DisplayWrite's feature set was based on the IBM Displaywriter System, a dedicated microcomputer-based word processing machine. Because the two systems were so similar, an experienced Displaywriter user could start using DisplayWrite immediately.

== Versions ==

=== DisplayWrite/PC ===
For the Intel platform there were DisplayWrite versions for PC/MS-DOS and DisplayWrite 5/2 programmed under OS/2.

=== DisplayWrite/36 ===

DisplayWrite/36 was the word processing component of IBM Office/36, which allowed an office to use the SQL-based database file for labels and form letters.

=== DisplayWrite/370 ===
DisplayWrite/370, a much more powerful version with full graphics and WYSIWYG support, was supported for IBM zSeries mainframe computers until May 2015. (see IBM Displaywriter System). DW/370 was a host-based word processor. It was marketed between 1993 and 2015 for MVS/CICS (now z/OS) and VM/CMS.

== File format ==
IBM DisplayWrite's native file format is based on IBM's DCA (Document Content Architecture) RFT (Revisable Form Text) specification, but adds additional structures. Depending on the DisplayWrite version, the document files use .DOC or .TXT file name extension. The DisplayWrite software can export to and import from pure DCA/RFT files (which typically have .DCA or .RFT file name extension). RFT (IBM Revisable Form Text) should not be confused with RTF (Rich Text Format), which is a Microsoft specification.

==Reception==
As of 1987 DisplayWrite was the only successful IBM software product for the PC. A 1988 PC reader survey found that 6% used DisplayWrite 4, tied for fifth with PC-Write among word processors. A 1990 American Institute of Certified Public Accountants member survey found that 2% of respondents used DisplayWrite as their word processor.

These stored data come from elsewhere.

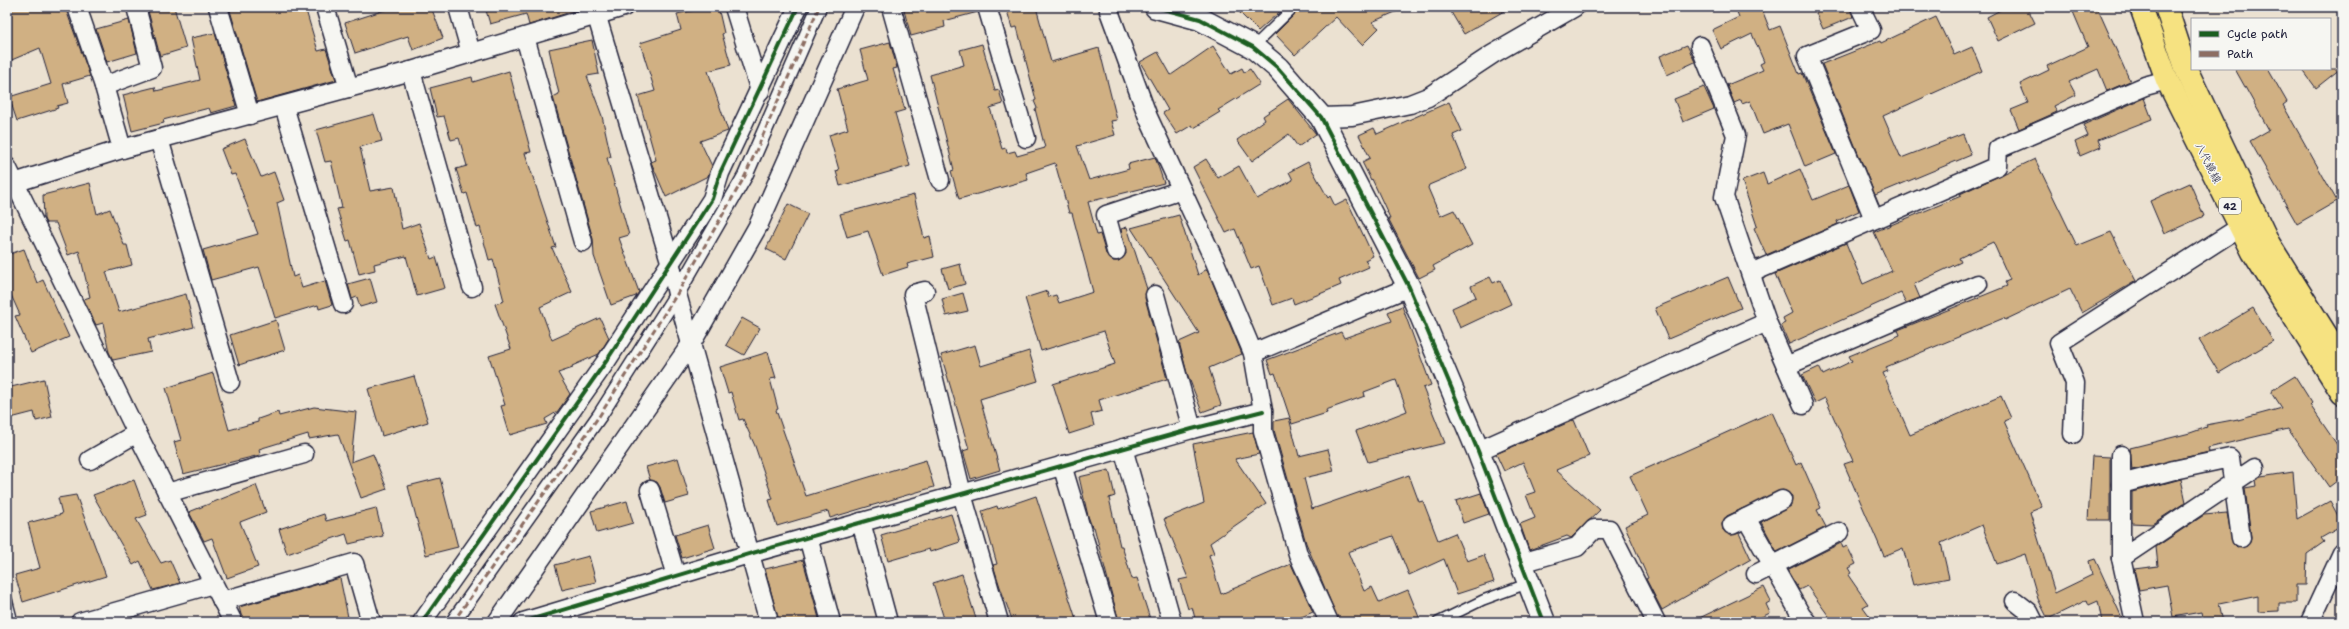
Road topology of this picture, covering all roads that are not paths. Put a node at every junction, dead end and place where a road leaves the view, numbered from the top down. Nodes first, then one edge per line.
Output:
1 (77, 7) edge
2 (136, 7) edge
3 (218, 7) edge
4 (325, 7) edge
5 (458, 7) edge
6 (624, 7) edge
7 (734, 7) edge
8 (798, 7) edge
9 (819, 7) edge
10 (855, 7) edge
11 (891, 7) edge
12 (987, 7) edge
13 (1110, 7) edge
14 (1156, 7) edge
15 (1294, 7) edge
16 (1575, 7) edge
17 (1860, 7) edge
18 (2141, 7) edge
19 (2166, 7) edge
20 (596, 11) edge
21 (525, 37) junction
22 (1700, 46) dead end
23 (1253, 47) junction
24 (471, 53) junction
25 (411, 70) junction
26 (2167, 80) junction
27 (104, 86) junction
28 (349, 88) junction
29 (760, 91) junction
30 (284, 106) junction
31 (250, 115) junction
32 (1322, 118) junction
33 (1026, 138) dead end
34 (159, 139) junction
35 (122, 149) junction
36 (11, 175) edge
37 (940, 180) dead end
38 (1182, 190) junction
39 (1874, 219) junction
40 (2240, 227) junction
41 (583, 242) dead end
42 (1116, 251) dead end
43 (670, 261) junction
44 (1751, 273) junction
45 (1978, 284) dead end
46 (472, 287) dead end
47 (1408, 287) junction
48 (925, 291) dead end
49 (677, 294) junction
50 (1155, 294) dead end
51 (343, 304) dead end
52 (1767, 322) junction
53 (691, 344) junction
54 (1253, 353) junction
55 (2342, 360) edge
56 (1786, 366) junction
57 (230, 382) dead end
58 (2342, 393) edge
59 (1802, 405) dead end
60 (1263, 411) junction
61 (1192, 428) junction
62 (137, 433) junction
63 (2073, 434) dead end
64 (1123, 448) junction
65 (1478, 451) junction
66 (304, 454) dead end
67 (2121, 455) dead end
68 (90, 460) dead end
69 (1062, 465) junction
70 (2255, 468) dead end
71 (2234, 482) junction
72 (2121, 484) junction
73 (650, 490) dead end
74 (168, 493) junction
75 (962, 494) junction
76 (1782, 500) dead end
77 (861, 522) junction
78 (1839, 532) dead end
79 (808, 537) junction
80 (2241, 538) dead end
81 (2342, 553) edge
82 (749, 554) junction
83 (2121, 558) junction
84 (1522, 563) junction
85 (1773, 565) junction
86 (1756, 574) dead end
87 (676, 576) junction
88 (1529, 583) junction
89 (213, 584) junction
90 (7, 599) edge
91 (2015, 600) dead end
92 (222, 601) junction
93 (1800, 620) edge
94 (13, 622) edge
95 (80, 622) edge
96 (233, 622) edge
97 (371, 622) edge
98 (422, 622) edge
99 (453, 622) edge
100 (497, 622) edge
101 (523, 622) edge
102 (769, 622) edge
103 (831, 622) edge
104 (888, 622) edge
105 (999, 622) edge
106 (1109, 622) edge
107 (1172, 622) edge
108 (1329, 622) edge
109 (1438, 622) edge
110 (1544, 622) edge
111 (1656, 622) edge
112 (2034, 622) edge
113 (2135, 622) edge
114 (2310, 622) edge

1 - 27 street
2 - 27 street
3 - 31 street
4 - 28 street
5 - 24 street
6 - 20 street
7 - 29 street
8 - 29 street
9 - 49 street
10 - 53 street
11 - 37 street
12 - 33 street
13 - 38 street
14 - 23 street
15 - 23 lane
16 - 32 street
17 - 39 street
18 - 26 main road, 八代鏡線 / 42
19 - 55 main road, 八代鏡線 / 42
20 - 21 street
20 - 43 street
21 - 24 street
21 - 41 street
22 - 44 street
23 - 32 street
24 - 25 street
25 - 28 street
25 - 46 street
26 - 39 street
26 - 40 main road, 八代鏡線 / 42
27 - 35 street
28 - 30 street
29 - 43 street
30 - 31 street
30 - 51 street
31 - 34 street
32 - 47 street
34 - 35 street
34 - 57 street
35 - 36 street
36 - 62 street
38 - 42 street
38 - 54 street
39 - 44 street
40 - 58 main road, 八代鏡線 / 42
40 - 63 street
43 - 49 street
43 - 98 street
44 - 52 street
45 - 56 street
47 - 54 street
47 - 65 street
48 - 75 street
49 - 53 street
49 - 99 street
50 - 61 street
52 - 56 street
52 - 65 street
53 - 82 street
53 - 100 street
54 - 60 street
56 - 59 street
60 - 61 street
60 - 108 street
61 - 64 street
62 - 68 street
62 - 74 street
64 - 69 street
64 - 107 street
65 - 84 street
66 - 74 street
67 - 72 street
69 - 75 street
69 - 106 street
70 - 71 street
71 - 72 street
71 - 80 street
71 - 83 street
72 - 83 street
73 - 87 street
74 - 89 street
75 - 77 street
75 - 105 street
76 - 85 street
77 - 79 street
77 - 104 street
78 - 85 street
79 - 82 street
79 - 103 street
81 - 114 street
82 - 87 street
82 - 102 street
83 - 113 street
84 - 88 street
84 - 111 street
85 - 86 street
85 - 93 street
87 - 101 street
88 - 109 lane
88 - 110 street
89 - 92 street
89 - 95 street
90 - 94 lane
91 - 112 street
92 - 96 street
92 - 97 street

PC Magazine found DisplayWrite 1 and pfs:Write the best of six inexpensive word processors it reviewed in 1985. The magazine said that the IBM product was the most powerful and the "obvious choice for a large office staff". Describing DisplayWrite 3 in 1987 as "a tank — big, powerful, clumsy, ugly, and hard to use"—John V. Lombardi said in InfoWorld that DisplayWrite 4 was more powerful and improved the user interface "but performance remains much the same". Noting that WordPerfect was the same price with "more features, better performance, and much better support" for retail customers, he only recommended DisplayWrite to companies needing compatibility with other IBM word processors. PC in 1988 said that while DisplayWrite still sold well to "businesses where the pixie dust falling from the letters I-B-M is just irresistible" it "remains highly resistible", citing DisplayWrite 4's 1970s user interface and continuing "amazing hostility to the world of non-IBM printers".